1. The problem statement, all variables and given/known data
(Just for number 1 only - finding electric field)

2. Relevant equations
dE = k dq/R^2
sin theta = y/R = y / sqrt (a^2 + y^2)
dq= lamda*dy

3. The attempt at a solution
I'm confused at the point of calculating the integral from -L/2 to L/2. I got the final integral solution from the "Special integrals table". Are my steps correct for the problem?...for some reason I keep getting zero for my answer and it just doesn't seem correct. Thank you!

2. Feb 15, 2015

Staff: Mentor

Where in your calculation do you account for the difference in sign of the charge elements above and below the x-axis?

3. Feb 15, 2015

Aristotle

Well I know that the point charge has a small dE towards the negative side of the wire while the positive side repels from the charge. Breaking it into component forms of both dE experienced by the point charge, I realized that the dEx would simply cancel each other out. From there I just took the integral of dEy. Was this wrong?

4. Feb 15, 2015

Staff: Mentor

How would your result for the y-component integration differ from that for a line of charge that was all positive? What distinguishes your integral from that one?

5. Feb 15, 2015

Aristotle

If the wire WAS all positive, then in that case the y component would cancel out resulting in both x components of the dE in the positive x direction. From that only one integration was done to find a small section of dy. Are you implying that I have to add the integral of both dEs of the y-components?

6. Feb 15, 2015

Aristotle

So ∫(from 0 to L/2) dE1 + ∫(from -L/2 to 0) dE2 ?

7. Feb 15, 2015

Staff: Mentor

Yes. You have to split the integral because of the change in sign of the charge elements. This applies to the summation of the y components. Otherwise you're treating them as all due to positive charges only, and by symmetry the y-components from the top half would cancel the y-components from the bottom half.

8. Feb 15, 2015

Aristotle

Oh wow, I really appreciate your help. Your questions got me thinking! Makes much more sense now when you think about a positive wire compared to one with half positive and negative.

9. Feb 15, 2015

Staff: Mentor

10. Feb 16, 2015

Aristotle

Sorry to bother you again...so I did the integration this time with the different limits but still got an answer of zero. Could this possibly be due to my R- afterall they are the same for both Ey1 and Ey2...

11. Feb 16, 2015

Staff: Mentor

Usually these sorts of issues are related to sign changes that are tied to the direction of integration: the order of the integration limits versus the sign of the differential element (dy in this case) and that of the variable being integrated. It can be tricky to untangle at times.

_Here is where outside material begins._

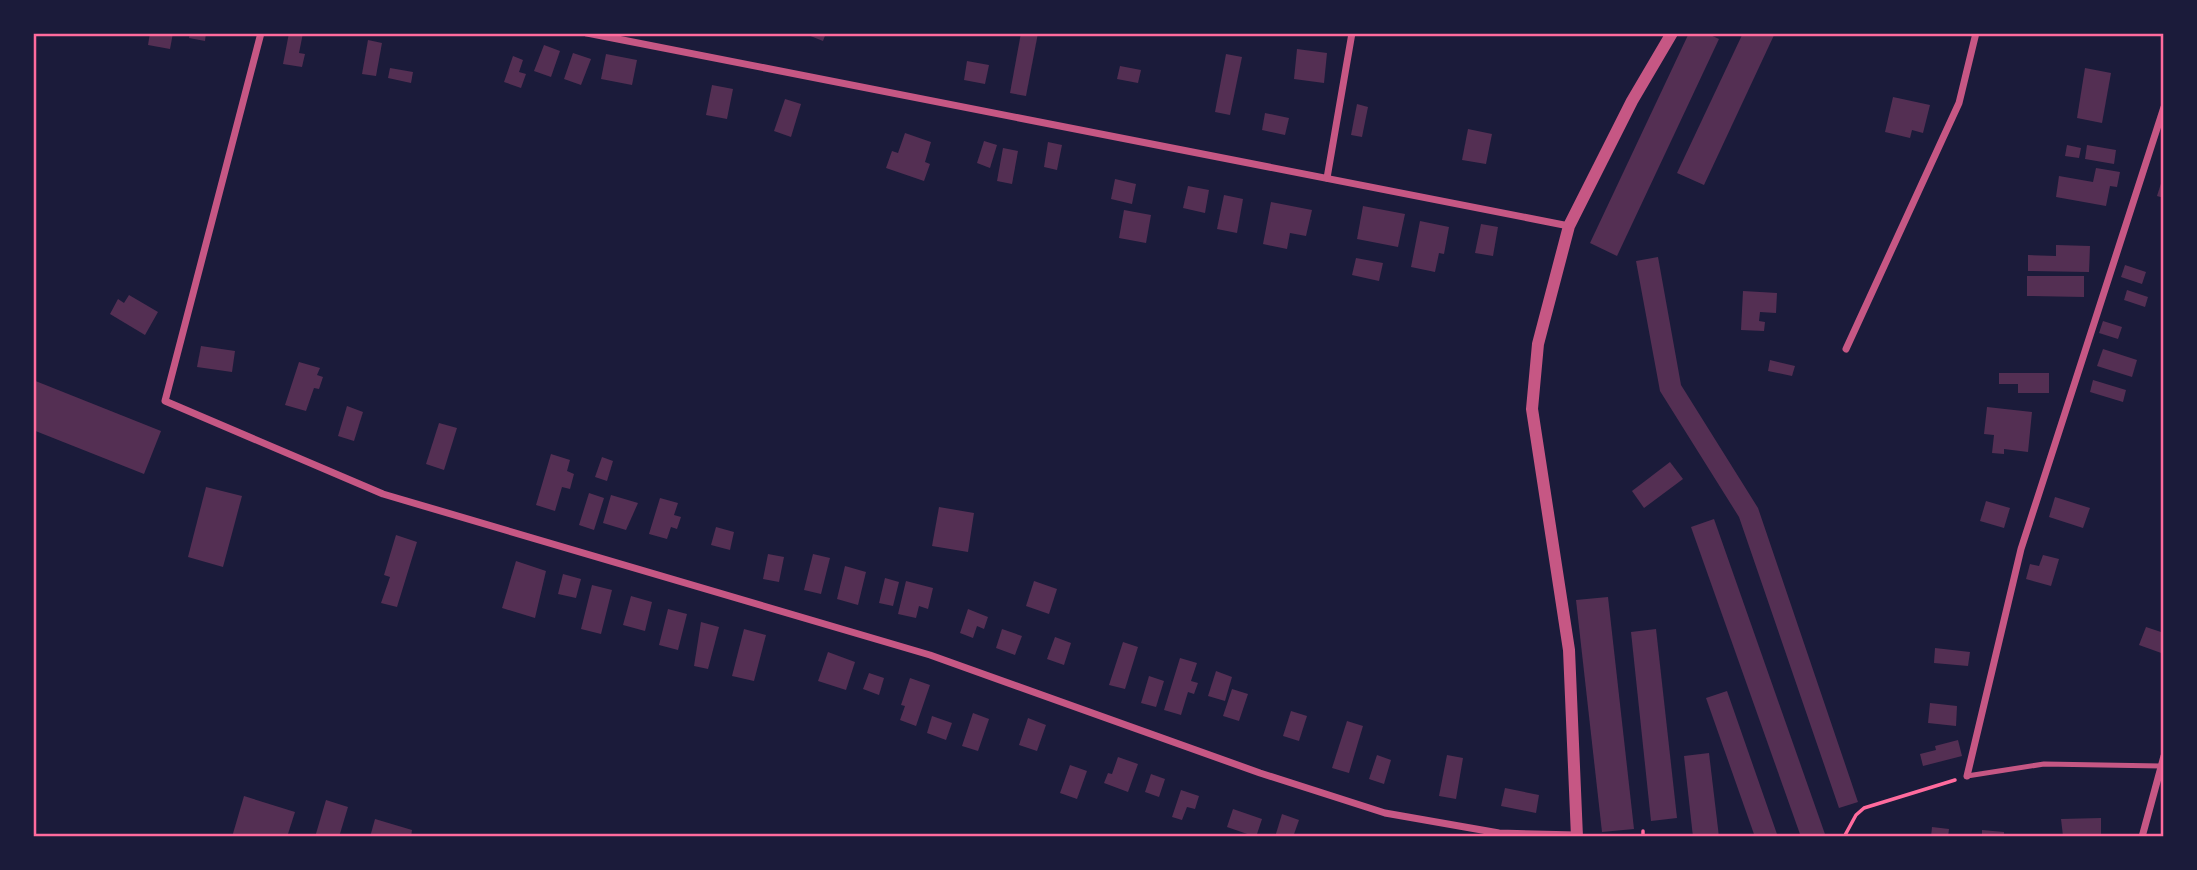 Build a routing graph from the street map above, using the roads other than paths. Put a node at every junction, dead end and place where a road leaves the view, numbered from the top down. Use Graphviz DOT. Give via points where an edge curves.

It may be expedient to do the integral for half the wire (say the positive half), check the sign of the result versus what you expect from your diagram, then invoke symmetry to declare that second integral returns the same result.

12. Feb 16, 2015

Aristotle

So you're saying in this case it's best to "assume" that both dE are the same and by symmetric have E= 2 ∫(from 0 to L/2) for dE1 ? Hate me for this, but I'm a little confused on what you're inferring :/ if that's the case, the result from it is -2k*lamda[-1/ sqrt((a)^2 + (L^2)/4) + 1/a ].

13. Feb 16, 2015

BvU

You want to check the integrals table. I miss a factor y in the numerator.
 Sorry, wrong component.

You can check your result -2k*lamda[-1/ sqrt((a)^2 + (L^2)/4) + 1/a ] here .

Your q is $\ {\lambda L\over 2}\$ , your d is $\ {L\over 2}\$ so your $\ p = {\lambda L^2\over 4}$

With $\ {1\over\sqrt{1+({L\over 2a})^2} }\approx 1 - {L^2\over 8 a^2}\$ you should get the $\ E = {kp\over a^3} \$ (and I think you do).

Last edited: Feb 16, 2015
14. Feb 16, 2015

Aristotle

Our professor hasn't covered electric dipole potential yet so I don't think that will be useful to me. My main concern is to why we have to 2*∫(from 0 to L/2) for the dE of the positive side when they aren't really symmetric in terms of the dE of the negative.

15. Feb 16, 2015

Staff: Mentor

You can demonstrate the symmetry geometrically on your diagram by selecting suitable representative charge elements from both ends of the charge distribution and showing that their contributions to E in the y-direction are equal and in the same direction.

This fact alone allows you to reduce your work to a single integral over a portion of the diagram where the signs of things are straightforward to deal with: from 0 the L/2.

Note how the positive charge elements are making contributions in the negative y direction, so you need to be careful about handling the signs of your sin() expressions if you choose to perform both integrations separately.

16. Feb 16, 2015

BvU

You'd be surprised ! Part 2 of your original post is asking precisely what the field far away is. So by the time he does mention a dipole field you have already calculated one !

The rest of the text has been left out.